SPENCIL I, 1989

Important Australian + International Fine Art
Sydney
14 September 2022
33

BRETT WHITELEY

(1939 - 1992)
SPENCIL I, 1989

charcoal on paper

65.0 x 94.0 cm

signed lower right: brett whiteley
bears artist’s studio stamp lower right

Estimate: 
$50,000 – $70,000
Sold for $104,318 (inc. BP) in Auction 71 - 14 September 2022, Sydney
Provenance

Australian Galleries, Melbourne
Private collection, acquired from the above in May 1990
Australian Galleries, Melbourne (label attached verso)
Private collection, Melbourne, acquired from the above in April 1994 (label attached verso)
Thence by descent
Private collection, Melbourne

Exhibited

Brett Whiteley: Recent Paintings, Drawings, Photographs, Ceramics and Wood Carvings from Byron Bay, Marrakech, Japan, San Gimignano – Tuscany, Australian Galleries, Sydney, 1 – 26 March 1990, cat. 29

Literature

‘Whiteley at his most spectacular’, Business Review Weekly, 2 March 1990, pp. 114 – 115 (illus.)
Sutherland, K., Brett Whiteley: Catalogue Raisonné, Schwartz Publishing, Melbourne, 2020, cat. 25.89, vol. 7, p. 722
 

Catalogue text

A celebration of the female nude is one of the most persistent themes within the Whiteley oeuvre, from the semi-abstract bathroom nudes of 1960s London, through to languorous and often explicit scenes from the final years of the artist’s helter-skelter life. Spencil I, 1989 is a furtive glimpse of a reclining nude. This sweeping charcoal drawing shows only the lower half of a young woman, delighting in and emphasising the curvaceous landscape of her haunches and upturned legs. Despite the anonymising effect of the close cropping of this nude, Spencil I is not an idealised paragon from the Her and Towards Sculpture series of Brett Whiteley’s late work. It is a tender and intimate portrait of Janice Spencer, the artist’s young girlfriend, identifiable by her curly mane and the title Whiteley chose for this drawing. Affectionately nicknamed ‘Spencil’, Spencer was a model and addiction mentor who Whiteley had met at a local Narcotics Anonymous meeting in Sydney in the late 1980s, during a difficult period of estrangement and separation from his wife Wendy. 

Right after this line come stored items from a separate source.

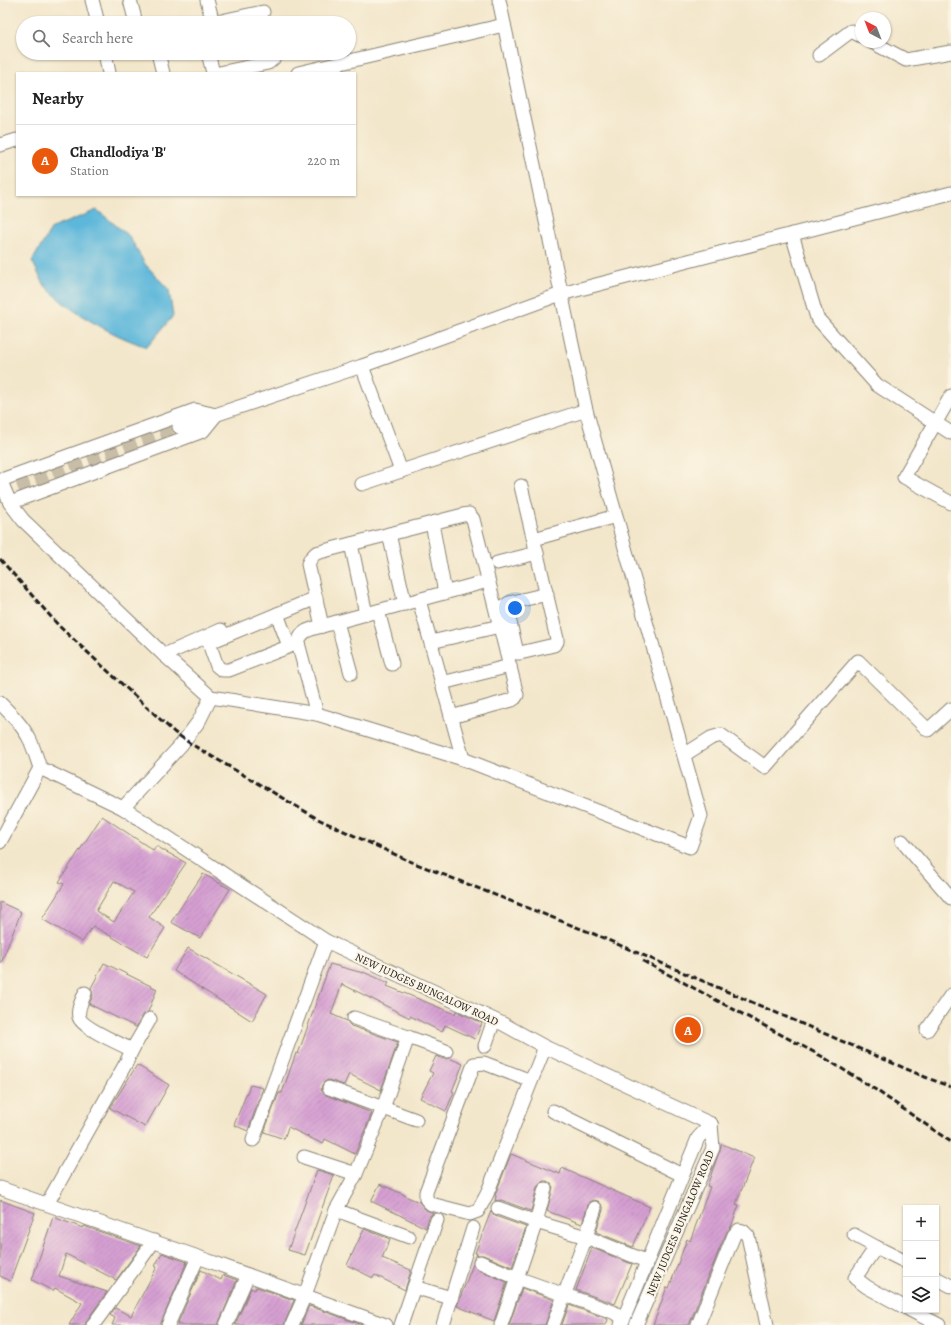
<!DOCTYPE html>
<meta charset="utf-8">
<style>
:root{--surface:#fff;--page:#f6f6f6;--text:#222;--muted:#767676;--line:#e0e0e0;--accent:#ea580c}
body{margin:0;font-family:Alegreya,serif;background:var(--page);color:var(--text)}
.controls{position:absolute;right:12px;bottom:12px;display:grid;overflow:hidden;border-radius:0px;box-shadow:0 1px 3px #0004}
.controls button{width:36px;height:36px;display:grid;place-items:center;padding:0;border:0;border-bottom:1px solid var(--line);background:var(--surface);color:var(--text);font:20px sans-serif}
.compass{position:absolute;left:855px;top:12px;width:36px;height:36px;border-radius:50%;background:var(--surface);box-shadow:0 1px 3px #0004;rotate:318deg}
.you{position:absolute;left:515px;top:608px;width:14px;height:14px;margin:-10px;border:3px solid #fff;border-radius:50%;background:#1a73e8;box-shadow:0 0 0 6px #1a73e833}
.badge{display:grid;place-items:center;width:26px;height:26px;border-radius:50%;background:var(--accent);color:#fff;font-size:13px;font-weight:700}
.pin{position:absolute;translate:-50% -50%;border:2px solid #fff;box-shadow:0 1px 4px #0006}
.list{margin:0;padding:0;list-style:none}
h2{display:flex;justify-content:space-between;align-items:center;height:52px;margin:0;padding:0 16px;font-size:17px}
h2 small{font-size:13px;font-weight:400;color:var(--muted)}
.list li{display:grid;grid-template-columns:26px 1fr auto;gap:12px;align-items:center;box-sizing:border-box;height:72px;padding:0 16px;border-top:1px solid var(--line)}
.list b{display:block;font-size:15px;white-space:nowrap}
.list p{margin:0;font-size:13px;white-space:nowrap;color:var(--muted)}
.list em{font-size:13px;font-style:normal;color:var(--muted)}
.icon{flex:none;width:22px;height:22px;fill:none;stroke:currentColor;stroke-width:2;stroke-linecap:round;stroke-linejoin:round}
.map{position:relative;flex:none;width:951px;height:1325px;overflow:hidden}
.search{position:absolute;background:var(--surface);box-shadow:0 1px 3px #0004;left:16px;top:16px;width:340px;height:44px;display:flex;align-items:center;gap:10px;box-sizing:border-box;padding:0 14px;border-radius:22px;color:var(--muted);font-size:15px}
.panel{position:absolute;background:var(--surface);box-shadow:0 1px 3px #0004;left:16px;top:72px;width:340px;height:124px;border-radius:0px}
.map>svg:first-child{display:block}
.water{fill:#5db7da;stroke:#3c6a7b}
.building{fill:url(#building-hatch);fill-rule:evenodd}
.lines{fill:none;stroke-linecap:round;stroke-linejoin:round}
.minor-tunnel{stroke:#c8bea8;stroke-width:13;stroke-dasharray:13 6;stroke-linecap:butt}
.minor-casing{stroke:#888274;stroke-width:15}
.minor{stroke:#fff;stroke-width:13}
.rail{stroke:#1c1c1c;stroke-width:3;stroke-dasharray:6 3;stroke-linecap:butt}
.labels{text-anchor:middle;stroke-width:4;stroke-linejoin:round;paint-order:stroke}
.street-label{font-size:11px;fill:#1c1c1c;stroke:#fcf5e5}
</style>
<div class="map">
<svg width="951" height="1325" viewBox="0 0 951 1325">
<defs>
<pattern id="building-hatch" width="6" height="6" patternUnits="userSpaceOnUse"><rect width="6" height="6" fill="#d59fd2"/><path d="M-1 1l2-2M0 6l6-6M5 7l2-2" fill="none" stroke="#b688b4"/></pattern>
</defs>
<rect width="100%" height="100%" fill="#fcf5e5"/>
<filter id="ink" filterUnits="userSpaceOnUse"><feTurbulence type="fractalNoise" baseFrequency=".025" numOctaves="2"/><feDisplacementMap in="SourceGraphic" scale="8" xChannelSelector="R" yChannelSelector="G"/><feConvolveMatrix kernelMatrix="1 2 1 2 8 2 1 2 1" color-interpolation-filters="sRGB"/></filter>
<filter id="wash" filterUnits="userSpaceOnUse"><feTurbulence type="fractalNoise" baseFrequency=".012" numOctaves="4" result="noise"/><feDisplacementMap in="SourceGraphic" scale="16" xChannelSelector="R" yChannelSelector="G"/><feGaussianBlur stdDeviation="0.9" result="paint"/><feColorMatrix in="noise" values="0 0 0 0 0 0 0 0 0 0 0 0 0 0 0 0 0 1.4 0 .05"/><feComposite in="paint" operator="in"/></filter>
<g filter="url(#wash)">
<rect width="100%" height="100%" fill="#f3e7cb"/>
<path class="water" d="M 97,210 L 129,236 L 145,264 L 169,290 L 173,316 L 147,347 C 116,337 69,312 47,288 C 41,281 37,270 32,261 L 52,228 Z"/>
<g id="blocks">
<g class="building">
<path d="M 102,816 L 153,850 L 156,846 L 186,863 L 149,917 L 165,928 L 147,957 L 93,926 L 82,942 L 42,919 L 64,884 L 59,882 ZM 114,881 L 134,892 L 114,922 L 96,911 Z"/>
<polygon points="203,874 230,889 200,938 171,922"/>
<polygon points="0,902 21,912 1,963 0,963"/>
<polygon points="188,948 267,994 252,1021 174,971"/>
<polygon points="104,963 157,989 148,1012 143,1015 136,1027 89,1004 93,996 91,988"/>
<polygon points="330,964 363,973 363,972 389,983 387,986 455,1014 456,1011 482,1023 475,1039 445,1025 442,1032 410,1016 410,1018 342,984 331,1014 347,1021 351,1026 398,1042 381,1090 349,1074 344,1085 328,1080 324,1082 322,1085 321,1090 326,1095 372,1113 355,1154 325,1139 323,1144 288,1127 284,1139 264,1132 279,1093 282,1093 296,1053 298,1054"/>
<polygon points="436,1056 444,1059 449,1058 463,1064 452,1091 454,1092 446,1111 420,1098 433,1073 429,1071"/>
<polygon points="137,1065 169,1085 145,1127 110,1108"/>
<polygon points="250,1085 263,1088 248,1131 234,1125"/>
<polygon points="722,1144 754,1158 736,1204 739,1205 731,1227 727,1232 721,1245 689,1325 653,1325 667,1287 669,1288 687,1239 690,1241 710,1187 707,1186"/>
<polygon points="511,1154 560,1174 562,1168 650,1207 633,1247 596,1232 603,1210 603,1206 598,1201 593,1200 589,1202 582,1224 547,1211 553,1187 551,1184 547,1181 543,1181 537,1187 531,1211 501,1200 495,1201 496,1196 495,1195"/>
<polygon points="317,1170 334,1175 305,1255 288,1250"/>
<polygon points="380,1184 405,1195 405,1196 419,1202 426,1210 433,1213 429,1217 426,1228 371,1201"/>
<polygon points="0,1200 35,1213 10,1281 0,1276"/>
<polygon points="491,1211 495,1216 526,1227 512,1267 483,1255 476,1255 477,1253 475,1253"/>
<polygon points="53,1217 83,1228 84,1226 141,1246 116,1280 66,1254 59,1276 107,1292 87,1320 85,1325 69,1325 82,1303 55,1288 53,1291 32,1280"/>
<polygon points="364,1229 390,1239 382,1258 411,1270 405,1290 375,1275 373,1278 347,1265"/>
<polygon points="592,1248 632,1264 615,1304 576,1290"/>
<polygon points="162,1253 187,1262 160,1325 112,1325 115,1318 110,1315 115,1308 131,1316 157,1267 155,1266"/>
<polygon points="473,1264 477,1269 507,1282 494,1321 457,1306"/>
<polygon points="201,1270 221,1280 223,1275 237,1280 218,1325 177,1325"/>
<polygon points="256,1287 294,1300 284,1325 235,1325 251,1288 255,1290"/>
<polygon points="522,1288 554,1300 545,1325 509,1325"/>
<polygon points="569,1305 608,1319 606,1325 562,1325"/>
<polygon points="309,1306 360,1324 362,1325 301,1325"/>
</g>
</g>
</g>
<g filter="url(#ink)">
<use href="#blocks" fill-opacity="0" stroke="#888274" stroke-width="1"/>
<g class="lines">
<polyline class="minor-tunnel" points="0,495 179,427"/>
<defs>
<g id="minor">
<polyline points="92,0 98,23"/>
<polyline points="130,0 136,23"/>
<polyline points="207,0 213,23"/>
<polyline points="212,23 263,12"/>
<polyline points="872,42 906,60 951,52"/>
<polyline points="105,53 109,73"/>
<polyline points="158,53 163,73"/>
<polyline points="208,53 213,73"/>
<polyline points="819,55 851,31 861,36"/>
<polyline points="219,73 268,63 274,58 273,53"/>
<polyline points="298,73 504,25"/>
<polyline points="0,145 17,140"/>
<polyline points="792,234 817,318 877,385 951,433"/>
<polyline points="362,366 401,471"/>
<polyline points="951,396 904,477 951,503"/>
<polyline points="179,427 362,366 561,294 951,193"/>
<polyline points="0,479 10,503 23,520 164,655 211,697 317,714 463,759 690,847 701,816 586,410 499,0"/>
<polyline points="1,480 195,410 216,415 203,431 10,503"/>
<polyline points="362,484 586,410"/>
<polyline points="521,486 557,639 557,642 554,645 520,653 517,653 506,605 509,603 547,594"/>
<polyline points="432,523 445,593"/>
<polyline points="389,534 405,604"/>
<polyline points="534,539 616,516"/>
<polyline points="351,544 366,614"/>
<polyline points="497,563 537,553"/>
<polyline points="419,600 463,759"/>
<polyline points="378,611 392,664"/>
<polyline points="277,614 289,646"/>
<polyline points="337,622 351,673"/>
<polyline points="322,626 488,581"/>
<polyline points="431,642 500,626"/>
<polyline points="298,643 229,670 222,670 217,666 210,646 211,643 215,640 316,598"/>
<polyline points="164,655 221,630"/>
<polyline points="442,683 510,666"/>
<path d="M 0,703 C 11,714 23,726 30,740 C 34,749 37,759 40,768"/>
<path d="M 317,714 L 298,643 C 301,630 311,629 322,626 L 308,564 L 311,558 L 316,553 L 463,515 L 469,514 L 473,519 L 517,695 L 515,698 L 512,700 L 451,717"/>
<polyline points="684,755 711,738 721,735 765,767 858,661 928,730 951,709"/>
<polyline points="123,808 181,745 199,721 211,697"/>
<polyline points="902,841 951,898"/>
<polyline points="0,842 40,768 123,808 326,941 503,1024 545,1047 711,1124"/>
<polyline points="354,1018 408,1037"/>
<polyline points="927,1030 951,995"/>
<polyline points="485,1046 494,1020"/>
<polyline points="132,1050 150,1019"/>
<path d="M 531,1081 L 484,1063 L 474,1064 L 426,1192 L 426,1199 L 431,1204 L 470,1214 L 478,1211 L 487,1194 C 506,1145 525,1096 545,1047"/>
<polyline points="329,1088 416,1120"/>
<polyline points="553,1111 682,1175"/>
<polyline points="253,1140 326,941"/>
<polyline points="304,1157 356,1174"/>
<polyline points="0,1188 198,1257 386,1325"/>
<path d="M 47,1204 L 126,1063 L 132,1050 C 121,1044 82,1028 79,1017 C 77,1009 82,1001 85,993"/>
<polyline points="498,1208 536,1222 545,1189"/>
<polyline points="336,1210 409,1237"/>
<polyline points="854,1235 876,1247"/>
<polyline points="480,1262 517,1278 501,1325"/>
<polyline points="906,1262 876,1247 855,1278 867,1287 906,1308"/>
<polyline points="936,1278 951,1286"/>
<polyline points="414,1287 451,1298"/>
<polyline points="910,1310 939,1325"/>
<polyline points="624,1318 613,1312 517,1278 536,1222 586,1237 646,1261"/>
<polyline points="93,1325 154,1241"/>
<polyline points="168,1325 198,1257"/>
<polyline points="226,1325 248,1275"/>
<polyline points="292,1325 305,1295 336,1210 356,1174 383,1108 408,1037 446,1051"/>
<polyline points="401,1325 437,1220"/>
<polyline points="443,1325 473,1228"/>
<polyline points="553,1325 586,1237 595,1208"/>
<polyline points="621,1325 698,1138 711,1124"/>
<polyline points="636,1325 713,1148 711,1124"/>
<polyline points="698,1325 734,1235 739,1230 743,1231 748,1236 767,1325"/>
</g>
</defs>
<use href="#minor" class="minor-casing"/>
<use href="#minor" class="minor"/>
<g class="rail">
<polyline points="0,559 59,626 174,732 191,744 318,819 409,861 594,934 925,1077 951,1087"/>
<polyline points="643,961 823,1057 876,1090 951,1142"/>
</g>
</g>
</g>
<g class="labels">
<g class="street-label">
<text transform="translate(427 989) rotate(25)" y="4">NEW JUDGES BUNGALOW ROAD</text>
<text transform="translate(680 1223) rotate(-67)" y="4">NEW JUDGES BUNGALOW ROAD</text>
</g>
</g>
</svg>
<div class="controls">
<button>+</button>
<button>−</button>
<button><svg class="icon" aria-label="layers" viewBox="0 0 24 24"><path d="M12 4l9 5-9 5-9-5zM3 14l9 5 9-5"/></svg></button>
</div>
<svg class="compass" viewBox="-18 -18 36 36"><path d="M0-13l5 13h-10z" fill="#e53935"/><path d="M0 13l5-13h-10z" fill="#767676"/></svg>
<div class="you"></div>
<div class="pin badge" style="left:688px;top:1030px">A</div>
<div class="search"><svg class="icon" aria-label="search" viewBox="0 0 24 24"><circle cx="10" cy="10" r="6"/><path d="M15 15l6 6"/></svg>Search here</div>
<section class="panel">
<h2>Nearby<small></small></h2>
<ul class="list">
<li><span class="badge">A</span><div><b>Chandlodiya 'B'</b><p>Station</p></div><em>220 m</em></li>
</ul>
</section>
</div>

Spencer quickly became Brett’s companion, appearing by his side in the society pages and travelling with him to the United States, Bali, Tokyo and Kyoto and Paris. For two years, between 1987 and 1989, with her help, Whiteley strove to maintain his sobriety, and painted feverishly. Many of these works featured his new muse, her lithe swimmer’s body and mass of unruly curls rendered in sultry inky portraits, bold charcoal strokes and even in the vast erotic painting, Sunday Afternoon, Surry Hills (which was included in the 1989 Wynne Prize, to much consternation). Bearing a similar composition to a Parisian work, Girlfriend Reading Baudelaire, here the nude is evoked with minimal sweeping strokes and bold tonal modulations. Some superimposed lines follow the shape of her legs in a couple of different poses, giving the impression of a restless idleness and a hastily finished portrait. Like in Sunday Afternoon and Girlfriend Reading Baudelaire, Spencer’s identity is thinly-veiled and her face obscured from view. With a languid and confident gesture, Whiteley’s master draftsmanship is apparent. As Barry Pearce noted, the artist ‘draws with the naturalness of a bird singing’1, and this classic reclining nude is a moment of pure and sober sensuality. Taking a pause from his pursuit of the elusive ‘uncut gem’ of the ‘Great Nude’2, Whiteley had chosen to live in the moment, rejoicing instead in the beauty that his eye beheld. 

1. Pearce, B., cited in ‘Brett Whiteley. The Art of the Warrior’, Good Weekend, Sydney Morning Herald, Sydney, 17 February 1990, p. 18 
2. Whiteley, B., ‘Recent Nudes’, exhibition catalogue, Artist’s Studio, Sydney, 1981, n.p.